Lead (II) oxide mineral

Massicot is a lead (II) oxide mineral with an orthorhombic lattice structure.
Lead(II) oxide (formula: PbO) can occur in one of two lattice formats, orthorhombic and tetragonal. The red tetragonal form is called litharge. PbO can be changed from massicot to litharge (or vice versa) by controlled heating and cooling. At room temperature massicot forms soft (Mohs hardness of 2) yellow to reddish-yellow, earthy, scaley masses which are very dense, with a specific gravity of 9.64. Massicot can be found as a natural mineral, though it is only found in minor quantities. In bygone centuries it was mined. Nowadays massicot arises during industrial processing of lead and lead oxides, especially in the glass industry, which is the biggest user of PbO.

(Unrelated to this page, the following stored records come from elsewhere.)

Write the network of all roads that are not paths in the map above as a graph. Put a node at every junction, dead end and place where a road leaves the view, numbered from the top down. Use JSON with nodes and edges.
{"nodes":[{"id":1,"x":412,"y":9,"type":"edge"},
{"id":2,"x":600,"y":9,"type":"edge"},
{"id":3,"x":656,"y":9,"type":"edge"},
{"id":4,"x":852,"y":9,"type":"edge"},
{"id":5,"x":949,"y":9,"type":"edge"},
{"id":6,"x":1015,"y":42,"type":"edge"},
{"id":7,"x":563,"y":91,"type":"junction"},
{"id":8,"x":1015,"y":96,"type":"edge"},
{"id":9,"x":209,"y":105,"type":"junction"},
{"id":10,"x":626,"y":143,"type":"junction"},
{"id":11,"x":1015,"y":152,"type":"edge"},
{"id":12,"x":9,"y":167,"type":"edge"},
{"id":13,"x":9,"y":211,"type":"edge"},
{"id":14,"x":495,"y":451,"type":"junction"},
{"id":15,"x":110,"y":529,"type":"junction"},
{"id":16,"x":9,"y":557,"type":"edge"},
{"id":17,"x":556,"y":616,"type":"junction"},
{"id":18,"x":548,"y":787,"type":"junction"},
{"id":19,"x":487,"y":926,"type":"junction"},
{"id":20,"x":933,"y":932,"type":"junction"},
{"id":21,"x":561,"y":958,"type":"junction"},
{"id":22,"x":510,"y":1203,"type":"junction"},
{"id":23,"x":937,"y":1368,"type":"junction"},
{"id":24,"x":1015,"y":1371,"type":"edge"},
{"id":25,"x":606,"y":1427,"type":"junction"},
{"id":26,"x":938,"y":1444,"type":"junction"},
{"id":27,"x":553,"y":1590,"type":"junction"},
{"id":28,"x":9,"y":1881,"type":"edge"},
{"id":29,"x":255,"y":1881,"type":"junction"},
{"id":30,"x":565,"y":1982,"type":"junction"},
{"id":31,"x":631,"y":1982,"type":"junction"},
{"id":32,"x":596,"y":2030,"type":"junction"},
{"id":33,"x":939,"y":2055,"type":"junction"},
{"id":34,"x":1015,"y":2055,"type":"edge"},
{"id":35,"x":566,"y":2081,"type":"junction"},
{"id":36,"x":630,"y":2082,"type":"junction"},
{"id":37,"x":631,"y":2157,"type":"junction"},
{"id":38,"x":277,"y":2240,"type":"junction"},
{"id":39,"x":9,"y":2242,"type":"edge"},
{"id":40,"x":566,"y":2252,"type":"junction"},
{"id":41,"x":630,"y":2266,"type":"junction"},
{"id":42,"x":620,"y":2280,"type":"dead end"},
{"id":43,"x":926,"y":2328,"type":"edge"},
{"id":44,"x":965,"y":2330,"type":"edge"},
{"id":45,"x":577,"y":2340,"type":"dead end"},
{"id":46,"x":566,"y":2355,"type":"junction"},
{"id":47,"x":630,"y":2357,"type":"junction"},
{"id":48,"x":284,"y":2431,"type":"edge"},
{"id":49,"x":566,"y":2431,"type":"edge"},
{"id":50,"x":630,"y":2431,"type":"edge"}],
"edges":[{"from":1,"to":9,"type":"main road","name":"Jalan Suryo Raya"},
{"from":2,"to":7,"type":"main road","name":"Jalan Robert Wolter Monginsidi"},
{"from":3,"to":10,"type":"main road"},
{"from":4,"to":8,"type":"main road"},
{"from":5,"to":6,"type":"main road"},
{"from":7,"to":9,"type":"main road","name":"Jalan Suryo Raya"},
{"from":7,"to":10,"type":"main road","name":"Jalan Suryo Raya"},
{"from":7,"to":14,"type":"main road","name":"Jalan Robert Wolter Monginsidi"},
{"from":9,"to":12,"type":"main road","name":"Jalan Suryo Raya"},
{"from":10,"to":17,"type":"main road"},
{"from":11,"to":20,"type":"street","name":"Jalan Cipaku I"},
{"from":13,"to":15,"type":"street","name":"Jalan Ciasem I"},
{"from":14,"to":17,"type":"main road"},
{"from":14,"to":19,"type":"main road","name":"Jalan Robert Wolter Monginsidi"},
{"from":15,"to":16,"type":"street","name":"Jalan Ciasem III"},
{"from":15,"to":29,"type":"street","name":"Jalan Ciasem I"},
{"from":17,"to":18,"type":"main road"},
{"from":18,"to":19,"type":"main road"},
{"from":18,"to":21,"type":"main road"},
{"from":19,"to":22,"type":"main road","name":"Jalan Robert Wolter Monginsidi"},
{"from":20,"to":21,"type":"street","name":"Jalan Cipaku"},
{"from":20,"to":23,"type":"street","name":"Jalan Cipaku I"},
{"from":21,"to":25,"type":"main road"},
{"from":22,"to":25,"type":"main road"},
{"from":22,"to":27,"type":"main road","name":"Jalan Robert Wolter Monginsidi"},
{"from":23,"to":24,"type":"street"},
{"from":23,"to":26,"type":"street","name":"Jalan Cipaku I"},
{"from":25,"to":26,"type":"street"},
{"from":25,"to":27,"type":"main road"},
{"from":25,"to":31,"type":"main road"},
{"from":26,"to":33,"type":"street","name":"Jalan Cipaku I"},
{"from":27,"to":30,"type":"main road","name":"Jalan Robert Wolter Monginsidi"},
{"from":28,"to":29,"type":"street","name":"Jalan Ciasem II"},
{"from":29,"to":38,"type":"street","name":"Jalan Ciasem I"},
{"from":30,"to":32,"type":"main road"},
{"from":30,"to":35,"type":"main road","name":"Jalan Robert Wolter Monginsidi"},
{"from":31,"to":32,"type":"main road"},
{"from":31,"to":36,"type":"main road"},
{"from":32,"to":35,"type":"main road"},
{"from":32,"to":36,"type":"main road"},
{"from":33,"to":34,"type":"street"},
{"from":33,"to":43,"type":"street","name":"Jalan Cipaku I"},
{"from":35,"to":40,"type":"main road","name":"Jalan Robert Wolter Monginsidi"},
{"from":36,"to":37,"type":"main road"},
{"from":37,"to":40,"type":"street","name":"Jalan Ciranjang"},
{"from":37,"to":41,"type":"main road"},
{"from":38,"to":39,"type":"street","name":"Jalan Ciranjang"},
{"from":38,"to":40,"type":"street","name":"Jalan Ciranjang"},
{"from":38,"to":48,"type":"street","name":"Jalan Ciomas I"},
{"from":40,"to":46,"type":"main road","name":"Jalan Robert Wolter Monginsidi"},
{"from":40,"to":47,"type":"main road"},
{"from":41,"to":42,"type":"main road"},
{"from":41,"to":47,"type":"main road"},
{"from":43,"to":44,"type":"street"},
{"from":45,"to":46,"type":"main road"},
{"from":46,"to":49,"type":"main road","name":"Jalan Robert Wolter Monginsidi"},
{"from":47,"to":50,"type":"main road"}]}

The definition of massicot as orthorhombic PbO dates from the 1840s, but the substance massicot and the name massicot has been in use since the late medieval era. There is some evidence that the ancient Romans used the substance.

It may occur as an oxidation product of other lead-bearing minerals such as galena, bournonite, boulangerite, either naturally or in industrial processing. When massicot is found in a natural environment, some other minerals that may be found with it may include cerussite, litharge, minium, wulfenite, valentinite and limonite.